27/02/26
Recently, I was fortunate enough to support the development of Dorothy & Rose, a size-inclusive slow fashion brand founded by Radio 1 presenter Rosie Madison.
The collaboration received local press coverage, but I wanted to use this space to explain something more valuable: what this project demonstrates about 3D product development for small and independent brands.
Because this wasn’t just a story about collaboration.
It was a practical example of how 3D can fundamentally change the development process.
Rosie came to the project with a clear creative direction. The silhouettes and artwork were already defined.
The challenge was technical:
Ensuring proportion worked across sizes 6–24
Reviewing volume and garment balance
Checking print placement across the full size range
Avoiding excessive physical sampling
Maintaining slow fashion principles
For a size-inclusive brand, development decisions cannot rely on one base size alone. Proportion, grading logic and placement scale all matter significantly more.
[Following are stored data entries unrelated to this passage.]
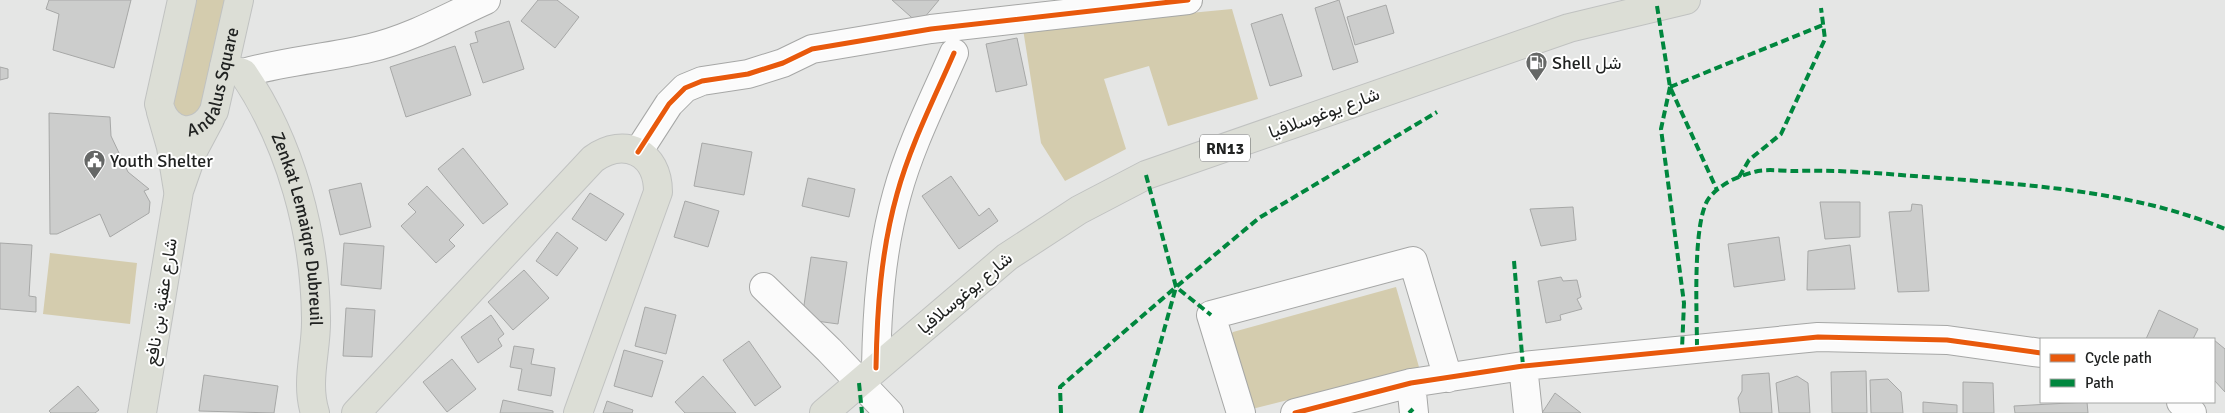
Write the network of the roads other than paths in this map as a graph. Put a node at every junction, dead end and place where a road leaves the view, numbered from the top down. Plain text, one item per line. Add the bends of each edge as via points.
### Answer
1 (182, 0) edge
2 (239, 0) edge
3 (486, 0) edge
4 (1188, 0) edge
5 (1686, 0) edge
6 (954, 53) dead end
7 (233, 70) junction
8 (161, 112) junction
9 (210, 119) junction
10 (638, 152) junction
11 (178, 191) junction
12 (764, 287) dead end
13 (2040, 353) edge
14 (1523, 366) junction
15 (867, 375) junction
16 (1448, 378) junction
17 (1412, 383) junction
18 (2182, 403) edge
19 (142, 413) edge
20 (315, 413) edge
21 (356, 413) edge
22 (578, 413) edge
23 (824, 413) edge
24 (889, 413) edge
25 (1241, 413) edge
26 (1295, 413) edge
27 (1414, 413) edge
28 (1528, 413) edge
29 (2192, 413) edge

1 - 8 main road, Andalus Square via 160,95
2 - 7 main road, Andalus Square
3 - 7 street via 397,40 370,48
4 - 10 street via 931,29 812,49 748,74 702,81 685,88 669,104
5 - 15 main road, شارع يوغوسلافيا / RN13 via 1569,28 1146,176 1079,210 1007,257
6 - 15 street via 897,194 881,270
7 - 9 main road, Andalus Square
7 - 20 main road, Zenkat Lemaiqre Dubreuil via 259,97 278,139 302,208 311,249 316,298 310,386
8 - 9 main road, Andalus Square via 172,126 188,130 204,125
8 - 11 main road
9 - 11 main road via 193,151
10 - 21 main road via 614,148 593,159
10 - 22 main road via 655,169 658,192
11 - 19 main road, شارع عقبة بن نافع
12 - 15 street via 829,350
13 - 14 street via 1947,340 1818,336
14 - 16 street
14 - 28 street
15 - 23 main road, شارع يوغوسلافيا / RN13
15 - 24 street
16 - 17 street
16 - 25 street via 1413,261 1211,314
17 - 26 street
17 - 27 street
18 - 29 street

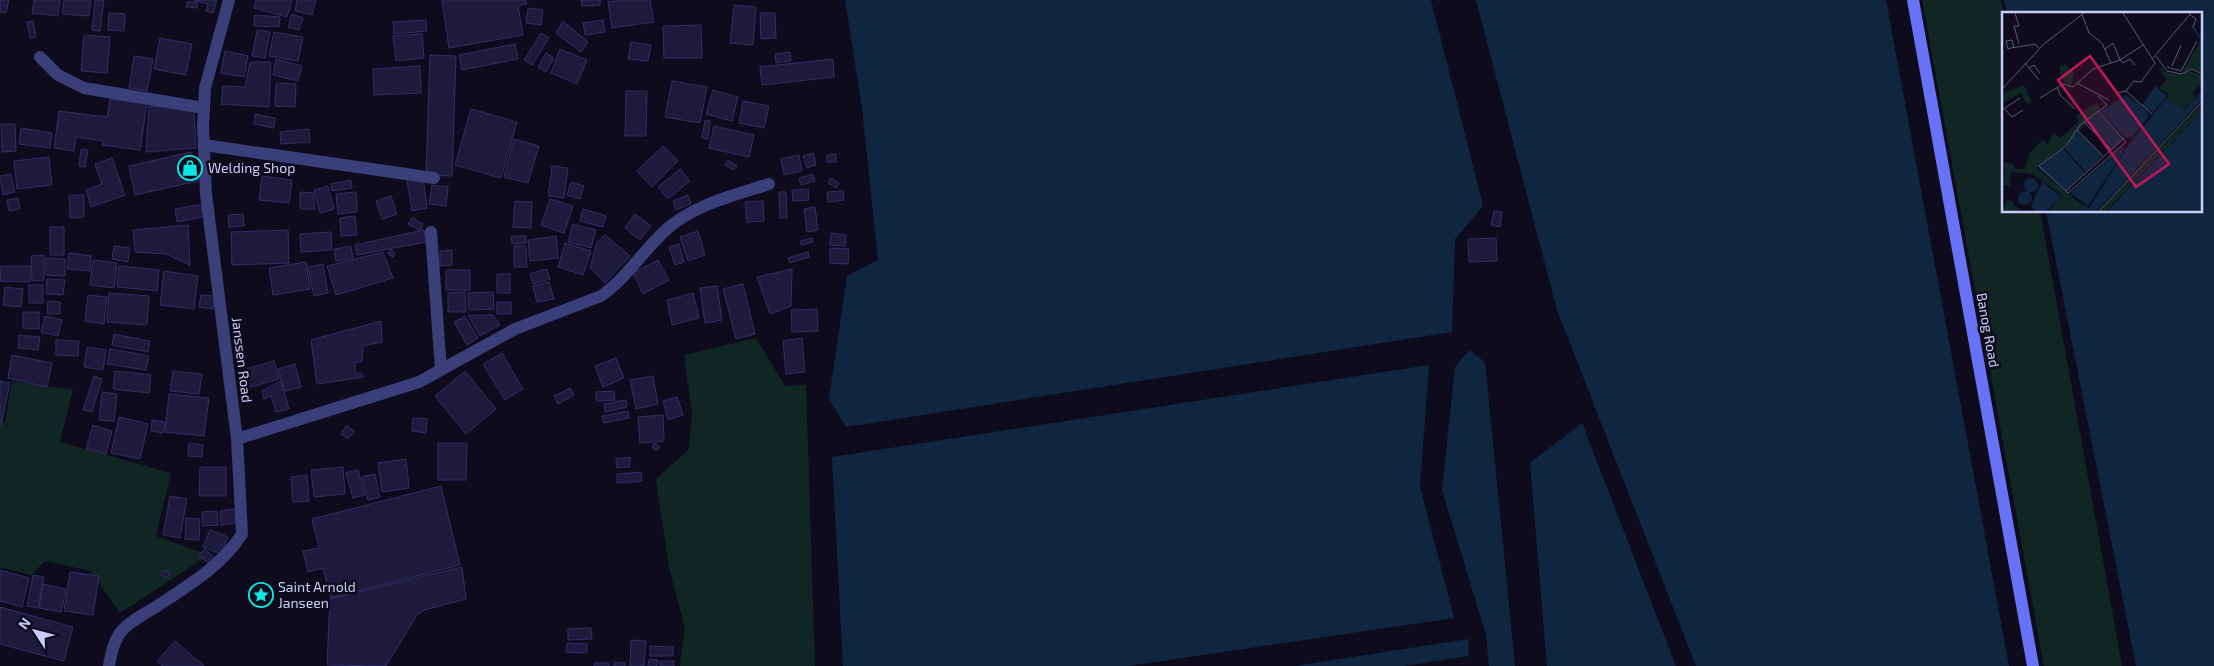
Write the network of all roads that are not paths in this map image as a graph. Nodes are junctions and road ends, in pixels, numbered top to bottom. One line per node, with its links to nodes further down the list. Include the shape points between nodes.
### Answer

This is where 3D became critical.
3D wasn’t used to “design from scratch.”
It was used to validate and refine.
Using CLO3D, I:
Built each garment digitally
Checked proportion and balance across sizes
Tested print placement accuracy
Assessed volume and fabric behaviour
Resolved technical decisions before sampling
This meant sampling became confirmation rather than exploration.
And that distinction is important.
After resolving development digitally, the project required just one physical sample per garment.
For a small brand, this has real implications:
Lower development cost
Less material waste
Faster progression to production
Greater confidence in inclusive fit decisions
Reduced financial risk
Slow fashion isn’t only about where garments are made.
It is also about how intelligently they are developed.
Many independent brands assume 3D is:
expensive
complicated
only for large companies
In reality, 3D can be most impactful for smaller brands because:
margins are tighter
budgets are limited
sampling mistakes are costly
inclusivity requires precision
sustainability must be intentional
The right technical structure early in development prevents expensive correction later.



“So much fashion is made overseas at speed, but I wanted to build something thoughtful, local, and values-led. Creating a size-inclusive slow fashion brand meant finding the right people to work with and Laura felt like the perfect match. Two Yorkshire women supporting and empowering one another to bring Dorothy & Rose to life.”
This project was featured in the local press, highlighting the role of digital product development in supporting sustainable and size-inclusive fashion.
Dorothy & Rose is a strong example of what happens when clear creative direction meets structured digital development.
If you are building a collection and want to explore how 3D can reduce risk, waste and unnecessary sampling, you can get in touch here.
Here are three questions to ask before sampling:
Have you validated proportion across your size range?
Have you reviewed placement scaling?
Are you sampling to confirm or to experiment?